What you return must match the records word for word, except that pictures are dropped.

Material for this task Start Marker

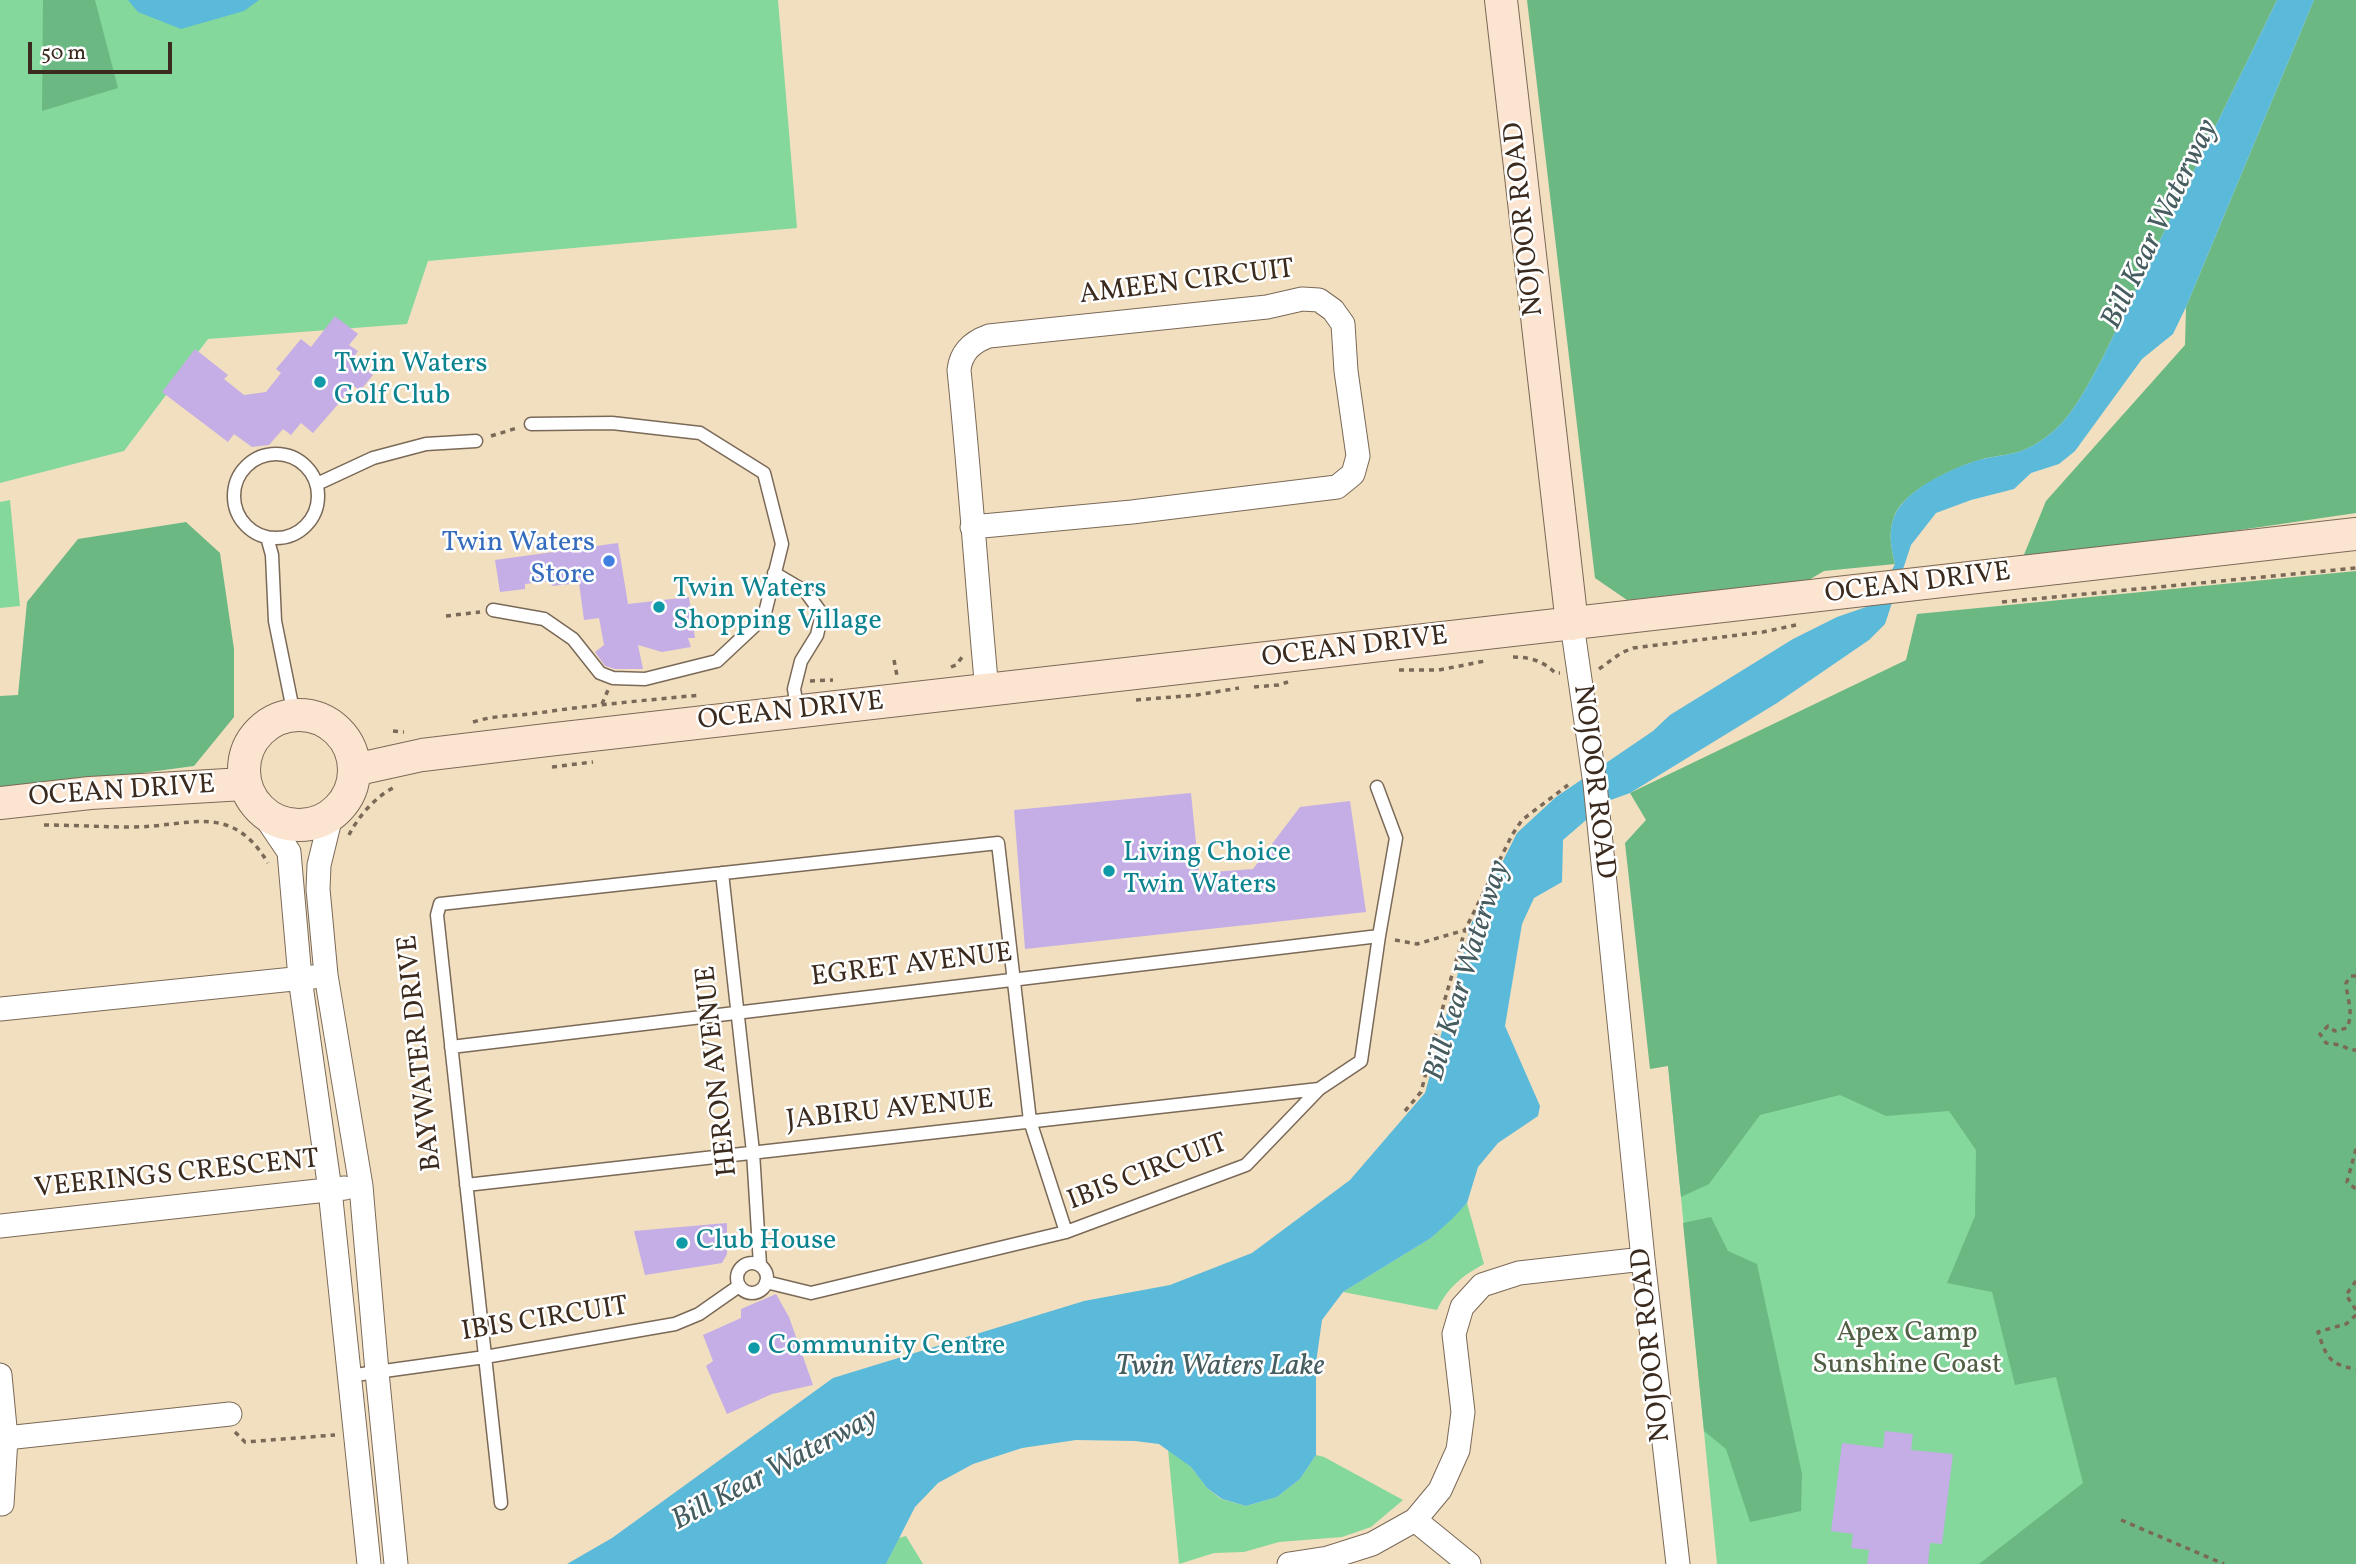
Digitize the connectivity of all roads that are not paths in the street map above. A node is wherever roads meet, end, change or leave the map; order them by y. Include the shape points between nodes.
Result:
1 (1501, 0) edge
2 (531, 424) road end
3 (476, 441) road end
4 (317, 484) junction
5 (972, 527) junction
6 (2356, 534) edge
7 (267, 537) junction
8 (774, 573) junction
9 (493, 610) road end
10 (1572, 624) junction
11 (987, 691) junction
12 (797, 698) junction
13 (294, 715) junction
14 (354, 770) junction
15 (244, 784) junction
16 (1377, 787) dead end
17 (0, 803) edge
18 (262, 812) junction
19 (339, 828) junction
20 (722, 873) junction
21 (1379, 936) junction
22 (326, 975) junction
23 (300, 978) junction
24 (1014, 980) junction
25 (0, 1009) edge
26 (737, 1013) junction
27 (451, 1047) junction
28 (1319, 1089) junction
29 (1030, 1121) junction
30 (753, 1152) junction
31 (466, 1185) junction
32 (361, 1186) junction
33 (330, 1190) junction
34 (0, 1226) edge
35 (1066, 1232) junction
36 (1643, 1259) junction
37 (760, 1265) junction
38 (766, 1282) junction
39 (739, 1286) junction
40 (485, 1357) junction
41 (377, 1372) junction
42 (0, 1376) edge
43 (348, 1376) junction
44 (230, 1414) road end
45 (6, 1438) junction
46 (501, 1503) dead end
47 (2, 1504) dead end
48 (1415, 1520) junction
49 (369, 1564) edge
50 (396, 1564) edge
51 (1289, 1564) edge
52 (1469, 1564) edge
53 (1678, 1564) edge

1 - 10 street, NOJOOR ROAD
2 - 8 lane via 612,422 700,433 764,473 782,544
3 - 4 lane via 426,444 373,458
4 - 7 lane via 317,505 307,525 288,536
4 - 7 lane via 305,465 286,455 264,456 246,467 235,486 236,508 247,526
5 - 5 street, AMEEN CIRCUIT via 959,370 964,353 978,340 1267,307 1302,299 1319,300 1339,317 1358,456 1353,474 1337,487
5 - 11 street, AMEEN CIRCUIT
6 - 10 street, OCEAN DRIVE
7 - 13 lane via 275,621
8 - 9 lane via 764,617 717,662 645,679 600,673 573,639 544,618
8 - 12 lane via 806,592 822,614 817,635 802,661
10 - 11 street, OCEAN DRIVE
10 - 36 street, NOJOOR ROAD via 1595,784
11 - 12 street, OCEAN DRIVE
12 - 14 street, OCEAN DRIVE via 422,755
13 - 14 street via 312,716 329,724 351,752
13 - 15 street via 275,720 248,746
14 - 19 street
15 - 17 street, OCEAN DRIVE
15 - 18 street
16 - 21 lane, IBIS CIRCUIT via 1396,838
18 - 19 street via 284,824
18 - 23 street via 289,852
19 - 22 street via 319,865
20 - 24 lane, BAYWATER DRIVE via 998,843
20 - 26 lane, HERON AVENUE
20 - 27 lane, BAYWATER DRIVE via 440,904 437,915
21 - 24 lane, EGRET AVENUE
21 - 28 lane, IBIS CIRCUIT via 1362,1061
22 - 23 street
22 - 32 street
23 - 25 street
23 - 33 street
24 - 26 lane, EGRET AVENUE
24 - 29 lane
26 - 27 lane, EGRET AVENUE
26 - 30 lane, HERON AVENUE
27 - 31 lane, BAYWATER DRIVE
28 - 29 lane, JABIRU AVENUE
28 - 35 lane, IBIS CIRCUIT via 1246,1165
29 - 30 lane, JABIRU AVENUE
29 - 35 lane
30 - 31 lane, JABIRU AVENUE
30 - 37 lane, HERON AVENUE
31 - 40 lane, BAYWATER DRIVE
32 - 33 street, VEERINGS CRESCENT
32 - 41 street
33 - 34 street, VEERINGS CRESCENT
33 - 43 street
35 - 38 lane, IBIS CIRCUIT via 811,1293
36 - 48 street via 1519,1273 1482,1285 1462,1307 1454,1334 1463,1412 1458,1450 1440,1490
36 - 53 street, NOJOOR ROAD
37 - 38 lane
37 - 39 lane via 741,1267 736,1276
38 - 39 lane via 754,1292
39 - 40 lane, IBIS CIRCUIT via 699,1314 675,1324
40 - 41 lane, IBIS CIRCUIT
40 - 46 lane, BAYWATER DRIVE
41 - 43 lane, IBIS CIRCUIT
41 - 50 street
42 - 45 street
43 - 49 street
44 - 45 street
45 - 47 street
48 - 51 street via 1372,1544
48 - 52 street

Material for this task End Marker

* _Solution for this task_:
Digitize the connectivity of all roads that are not paths in the street map above. A node is wherever roads meet, end, change or leave the map; order them by y. Include the shape points between nodes.
Result:
1 (1501, 0) edge
2 (531, 424) road end
3 (476, 441) road end
4 (317, 484) junction
5 (972, 527) junction
6 (2356, 534) edge
7 (267, 537) junction
8 (774, 573) junction
9 (493, 610) road end
10 (1572, 624) junction
11 (987, 691) junction
12 (797, 698) junction
13 (294, 715) junction
14 (354, 770) junction
15 (244, 784) junction
16 (1377, 787) dead end
17 (0, 803) edge
18 (262, 812) junction
19 (339, 828) junction
20 (722, 873) junction
21 (1379, 936) junction
22 (326, 975) junction
23 (300, 978) junction
24 (1014, 980) junction
25 (0, 1009) edge
26 (737, 1013) junction
27 (451, 1047) junction
28 (1319, 1089) junction
29 (1030, 1121) junction
30 (753, 1152) junction
31 (466, 1185) junction
32 (361, 1186) junction
33 (330, 1190) junction
34 (0, 1226) edge
35 (1066, 1232) junction
36 (1643, 1259) junction
37 (760, 1265) junction
38 (766, 1282) junction
39 (739, 1286) junction
40 (485, 1357) junction
41 (377, 1372) junction
42 (0, 1376) edge
43 (348, 1376) junction
44 (230, 1414) road end
45 (6, 1438) junction
46 (501, 1503) dead end
47 (2, 1504) dead end
48 (1415, 1520) junction
49 (369, 1564) edge
50 (396, 1564) edge
51 (1289, 1564) edge
52 (1469, 1564) edge
53 (1678, 1564) edge

1 - 10 street, NOJOOR ROAD
2 - 8 lane via 612,422 700,433 764,473 782,544
3 - 4 lane via 426,444 373,458
4 - 7 lane via 317,505 307,525 288,536
4 - 7 lane via 305,465 286,455 264,456 246,467 235,486 236,508 247,526
5 - 5 street, AMEEN CIRCUIT via 959,370 964,353 978,340 1267,307 1302,299 1319,300 1339,317 1358,456 1353,474 1337,487
5 - 11 street, AMEEN CIRCUIT
6 - 10 street, OCEAN DRIVE
7 - 13 lane via 275,621
8 - 9 lane via 764,617 717,662 645,679 600,673 573,639 544,618
8 - 12 lane via 806,592 822,614 817,635 802,661
10 - 11 street, OCEAN DRIVE
10 - 36 street, NOJOOR ROAD via 1595,784
11 - 12 street, OCEAN DRIVE
12 - 14 street, OCEAN DRIVE via 422,755
13 - 14 street via 312,716 329,724 351,752
13 - 15 street via 275,720 248,746
14 - 19 street
15 - 17 street, OCEAN DRIVE
15 - 18 street
16 - 21 lane, IBIS CIRCUIT via 1396,838
18 - 19 street via 284,824
18 - 23 street via 289,852
19 - 22 street via 319,865
20 - 24 lane, BAYWATER DRIVE via 998,843
20 - 26 lane, HERON AVENUE
20 - 27 lane, BAYWATER DRIVE via 440,904 437,915
21 - 24 lane, EGRET AVENUE
21 - 28 lane, IBIS CIRCUIT via 1362,1061
22 - 23 street
22 - 32 street
23 - 25 street
23 - 33 street
24 - 26 lane, EGRET AVENUE
24 - 29 lane
26 - 27 lane, EGRET AVENUE
26 - 30 lane, HERON AVENUE
27 - 31 lane, BAYWATER DRIVE
28 - 29 lane, JABIRU AVENUE
28 - 35 lane, IBIS CIRCUIT via 1246,1165
29 - 30 lane, JABIRU AVENUE
29 - 35 lane
30 - 31 lane, JABIRU AVENUE
30 - 37 lane, HERON AVENUE
31 - 40 lane, BAYWATER DRIVE
32 - 33 street, VEERINGS CRESCENT
32 - 41 street
33 - 34 street, VEERINGS CRESCENT
33 - 43 street
35 - 38 lane, IBIS CIRCUIT via 811,1293
36 - 48 street via 1519,1273 1482,1285 1462,1307 1454,1334 1463,1412 1458,1450 1440,1490
36 - 53 street, NOJOOR ROAD
37 - 38 lane
37 - 39 lane via 741,1267 736,1276
38 - 39 lane via 754,1292
39 - 40 lane, IBIS CIRCUIT via 699,1314 675,1324
40 - 41 lane, IBIS CIRCUIT
40 - 46 lane, BAYWATER DRIVE
41 - 43 lane, IBIS CIRCUIT
41 - 50 street
42 - 45 street
43 - 49 street
44 - 45 street
45 - 47 street
48 - 51 street via 1372,1544
48 - 52 street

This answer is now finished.